Many biological processes, like gene regulation or cell signalling, rely on molecules (inputs) that bind to targets leading to downstream responses. In the gene regulation field, recent data have shown that higher transcription factor (TF) concentrations may increase transcription levels of a gene without affecting the gene activation time. We call this behaviour output decoupling . Motivated by these observations, here we investigate mechanisms for output decoupling in Markov process models where a readout molecule is produced downstream of ligand binding. Our focus is on identifying regimes where the steady-state level of the readout changes with input concentration, while the activation time, quantified by mean first-passage times, remains unaffected.
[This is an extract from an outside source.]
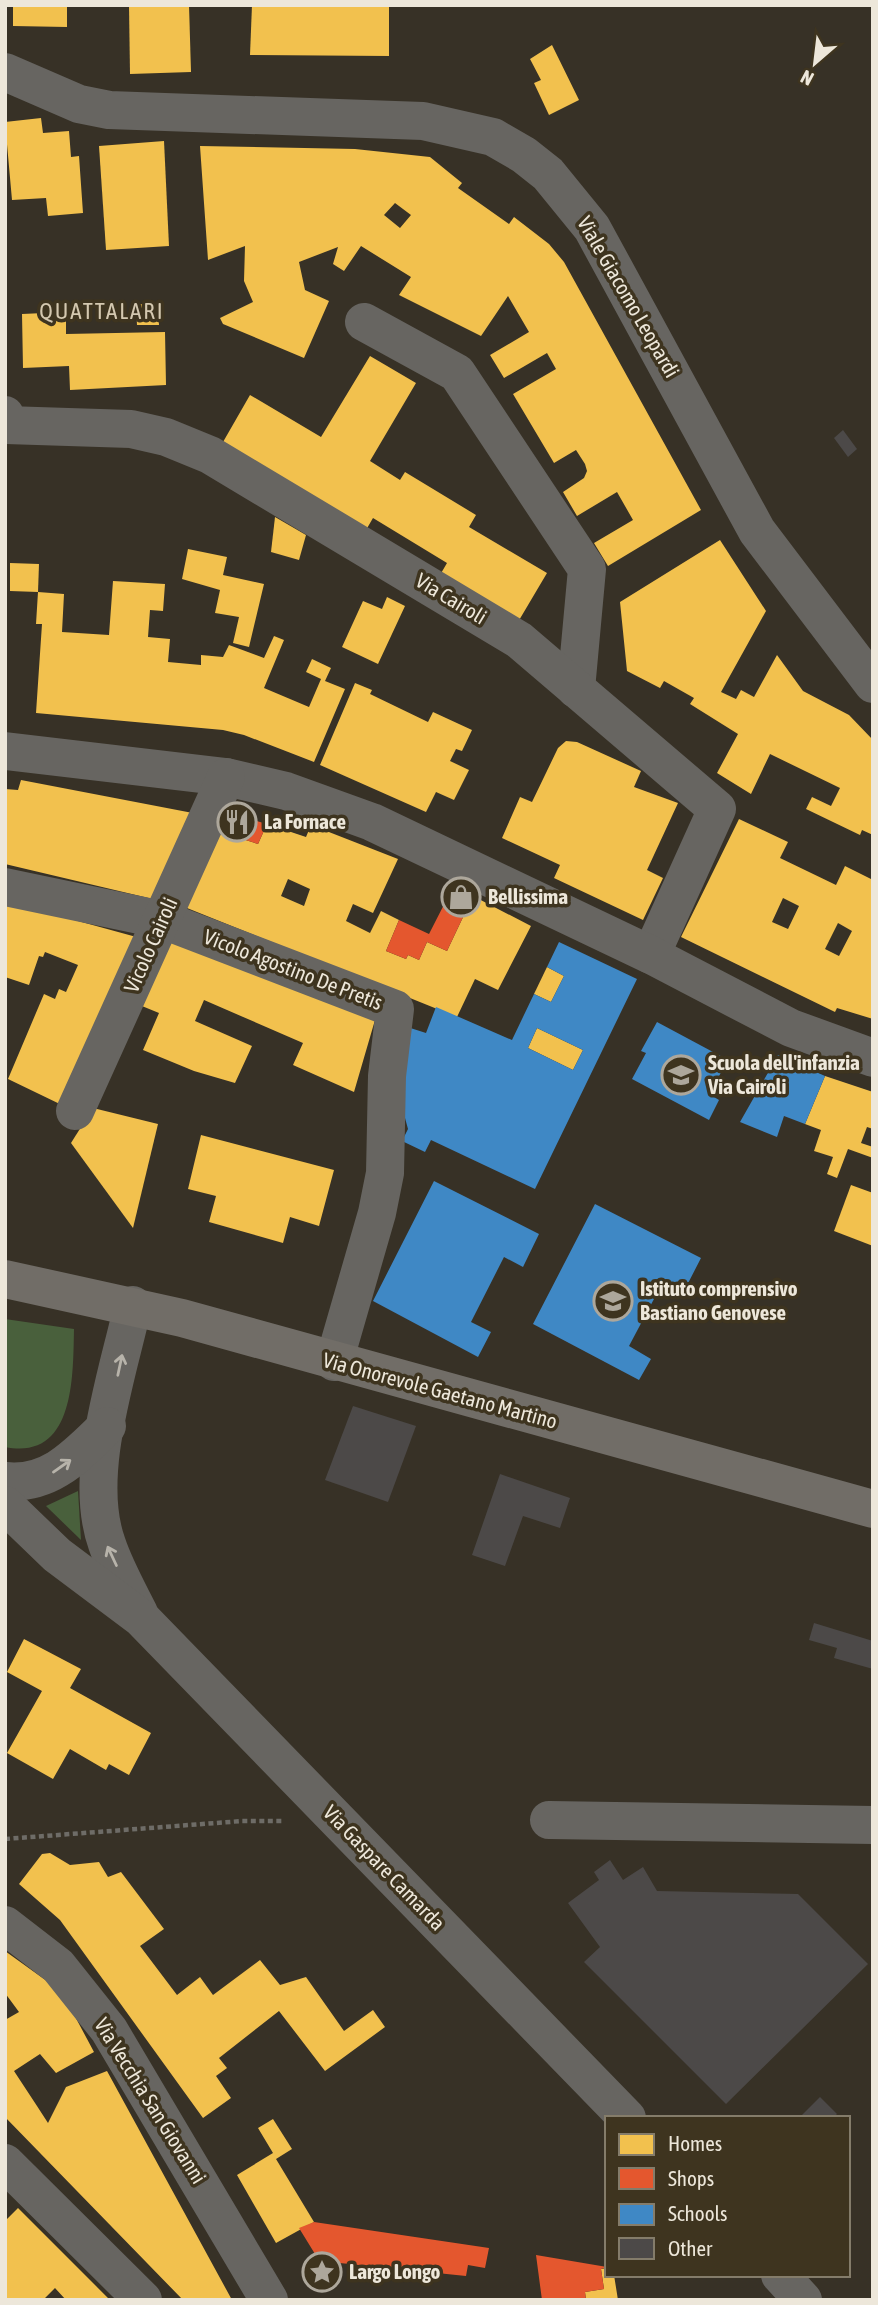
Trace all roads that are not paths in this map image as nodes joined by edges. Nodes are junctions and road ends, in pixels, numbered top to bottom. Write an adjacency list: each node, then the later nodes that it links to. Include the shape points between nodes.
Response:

Through a combination of analytical and numerical investigations, we find two mechanisms through which output decoupling can arise: i) rate scale separation , where the system is comprised of slow and fast transitions that are differentially regulated by the input; and ii) incoherent regulation, where the input acts on two transitions with opposing effects on readout production, with all transitions operating on similar timescales in the absence of input. Such incoherent regulation has emerged as a plausible regulatory mode of TFs, and we suggest decoupling as a new characteristic feature of this regulatory mode. More broadly, our findings offer a mechanistic and conceptual framework for reasoning about output decoupling in input-output systems.